John Moss builds using a 16th-century Japanese aesthetic.
What are you looking at? If you are thinking this is a ’51 Ford Custom dragged from a barn, you are wrong. If you are now thinking this is a fake patina car that looks like a ’51 Ford Custom … also wrong. This car is the creation of John Moss, an industrial artist from Huntington Beach, California. He is deep into surf-town culture and outlaw choppers, best known locally for creating high-end spaces and architectural structures with raw and rustic finishes though Brass Junkie, his business located on the industrial side of town. He is also known to show up at the legendary Donut Derelicts in a thrown-together jalopy that steals the show.

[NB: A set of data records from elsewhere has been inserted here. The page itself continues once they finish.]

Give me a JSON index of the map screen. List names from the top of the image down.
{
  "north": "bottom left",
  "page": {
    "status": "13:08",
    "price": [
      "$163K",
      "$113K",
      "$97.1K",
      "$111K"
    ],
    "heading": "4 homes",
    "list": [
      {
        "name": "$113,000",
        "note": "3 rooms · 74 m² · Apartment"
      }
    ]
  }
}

Great art is created by a convergence of circumstances that motivate the artist. A stock car with good lines combined with years of suffering over images creates something with more feeling than schlock thrown together to sell or impress the rabble. The best description of why this car exists is a movement called wabi-sabi, an ancient Japanese philosophy that explains why John Moss, and an entire generation of car guys, love old cars.
What Is Wabi-Sabi?
Travel back with us to Japan in the 16th century, when philosophers discovered an aesthetic that represents the temporary nature of existence and gave it a name. Wabi-sabi is about decay, but not in the rotting vegetable sense; rather it’s the way that an old car’s seat feels, or the way good furniture’s hardwood looks against the leather it’s wrapped in. It also implies a direct connection to quality. If you are seeing something in your mind’s eye, you got it.

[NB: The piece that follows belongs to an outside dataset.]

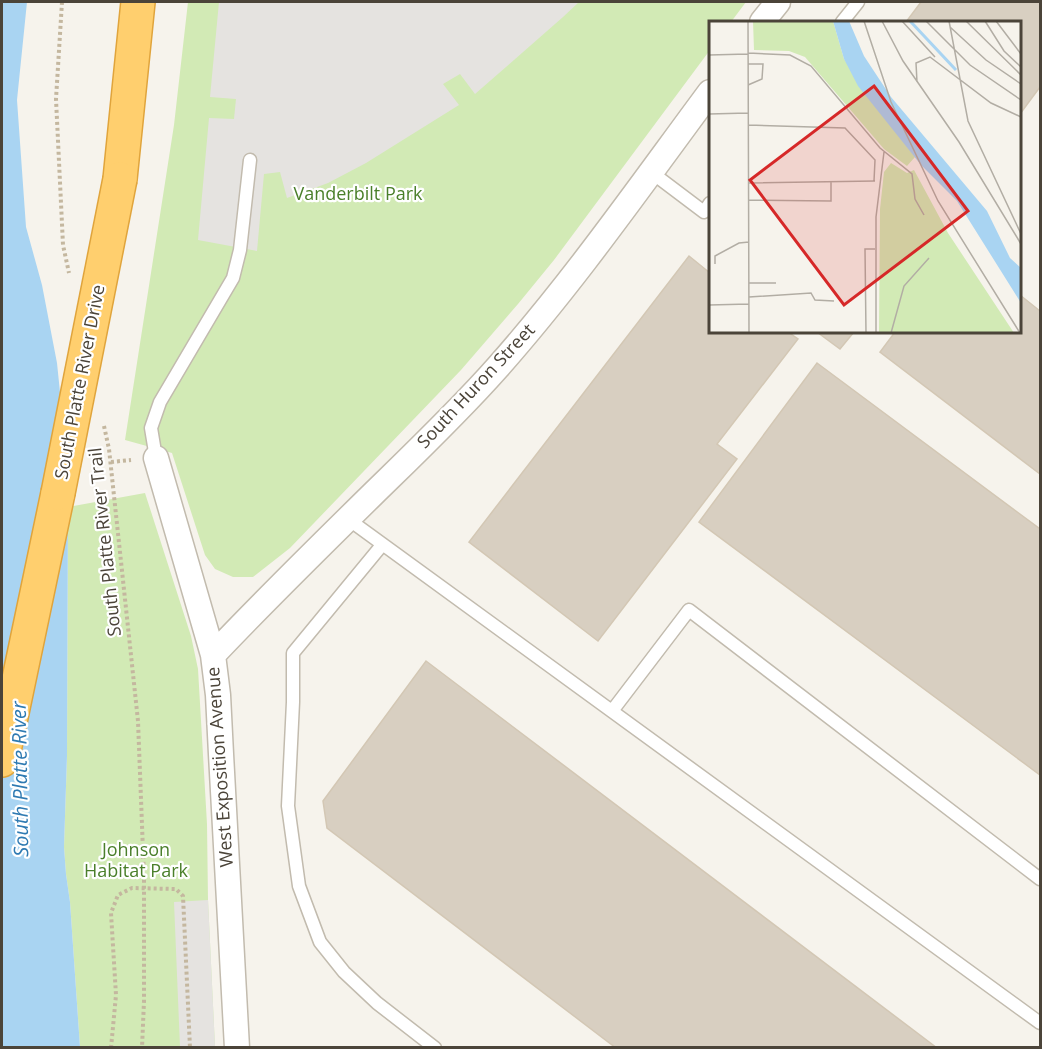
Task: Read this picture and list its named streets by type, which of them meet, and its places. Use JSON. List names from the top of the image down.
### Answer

1951 Ford Custom Deluxe Found In The Desert
All this struck Moss without his knowing. “I find beauty in the imperfection,” says Moss. “I have a minimalist appreciation for what you already have; rust, deterioration, and objects in nature. I only recently discovered the wabi-sabi concept.” Another quirk of character is his inexorable draw toward lowbrow custom vehicles. All of this came together when he found this 1951 Ford Custom Deluxe in the desert while looking for something else. Sand and grease had preserved it since Grandma parked it in 1970. He dragged it to his shop and took it apart.
The flathead was seized, so Moss swapped it for something more practical. He rooted around for a ’65 Mustang rearend to replace the original, lowered it with Jamco and Shoebox Central parts, and left the rest of the mechanical bits as they were.
Inside, he sewed up some black upholstery with a diamond pattern, hooked up some rudimentary gauges, and added his signature brass accouterments. The Ford has A/C, and the windows roll up, and there is a newish shifter so it drives. Otherwise, the interior represents a “basic cruiser with a lot of character.”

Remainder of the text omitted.